Waves can tell when they’re approaching a shore and actually turn to line up with it.
What makes waves, of course, is wind blowing across the water’s surface. But it can’t be that the wind is always blowing the waves straight in to shore. Out in the ocean, the wind may be blowing every which way.
The waves we observe at the shore are only those that are traveling more-or-less generally in our direction, or else we would never see them. Nevertheless, most of them approach obliquely, not straight in to the shoreline. What happens then, believe it or not, is that the incoming wave “feels” the shore and turns to face it squarely before breaking. Later, when it breaks, the line of foam will be quite parallel to the shoreline.
The question, of course, is, how does a wave know when it is approaching a shore? And what makes it turn?
When a wave, consider it a broad bump on the surface, is still over deep water, there is nothing to restrain it; it goes wherever the wind commands. But as it moves into shallower water, the lower part of the wave begins to drag on the bottom, which slows it down. That’s its clue that it is approaching a shore, and that “knowledge” gives it a preferred direction.
Let’s say we’re riding a wave that is coming in at an angle, with the shoreline at our left. The first part of the wave to hit shallow water and scrape bottom will be the left end of the wave. The left end will therefore be slowed down, while the middle and right ends keep going at the same speed. This has the effect of turning the wave to the left, toward the shore.
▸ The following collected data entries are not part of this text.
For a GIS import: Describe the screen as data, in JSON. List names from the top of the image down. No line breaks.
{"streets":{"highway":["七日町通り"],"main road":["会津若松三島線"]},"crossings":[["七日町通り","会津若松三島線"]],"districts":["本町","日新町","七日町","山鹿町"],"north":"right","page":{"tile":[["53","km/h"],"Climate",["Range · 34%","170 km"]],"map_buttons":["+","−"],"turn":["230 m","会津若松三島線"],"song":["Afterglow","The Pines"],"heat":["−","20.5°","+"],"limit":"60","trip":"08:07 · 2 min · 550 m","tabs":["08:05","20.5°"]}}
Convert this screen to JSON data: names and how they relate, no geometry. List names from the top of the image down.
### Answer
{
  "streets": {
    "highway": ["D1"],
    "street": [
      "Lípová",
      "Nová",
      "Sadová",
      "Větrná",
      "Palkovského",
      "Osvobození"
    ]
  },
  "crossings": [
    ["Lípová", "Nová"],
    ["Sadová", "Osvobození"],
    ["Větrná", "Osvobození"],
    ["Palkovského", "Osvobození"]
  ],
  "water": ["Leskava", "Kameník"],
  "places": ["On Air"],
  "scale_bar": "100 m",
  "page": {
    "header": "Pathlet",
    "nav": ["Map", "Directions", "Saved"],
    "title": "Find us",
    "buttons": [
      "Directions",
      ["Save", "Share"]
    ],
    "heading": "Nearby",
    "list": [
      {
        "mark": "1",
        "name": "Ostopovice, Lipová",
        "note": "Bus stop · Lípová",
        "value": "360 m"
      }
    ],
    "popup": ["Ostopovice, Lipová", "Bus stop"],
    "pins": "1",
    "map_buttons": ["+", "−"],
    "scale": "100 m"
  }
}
If you drag your left foot from a go-cart, you’re going to swerve to the left, aren’t you? This dragging and slowing proceeds down the wave’s length from left to right as more and more of the wave feels the drag, and gradually the whole wave is turned to the left. Its crest line is now stretched out parallel to the shoreline, and that’s the position it finds itself in when it gets close enough onto the shore to break.
Waves break because of the same bottom-dragging effect. After the wave has lined up parallel to the shore, it eventually reaches such shallow water, and its bottom is slowed down so much, that its top overtakes its bottom and tumbles over it. The top falls with a crash, churning up a line of foam all along the wave’s length, and that’s parallel with the shoreline.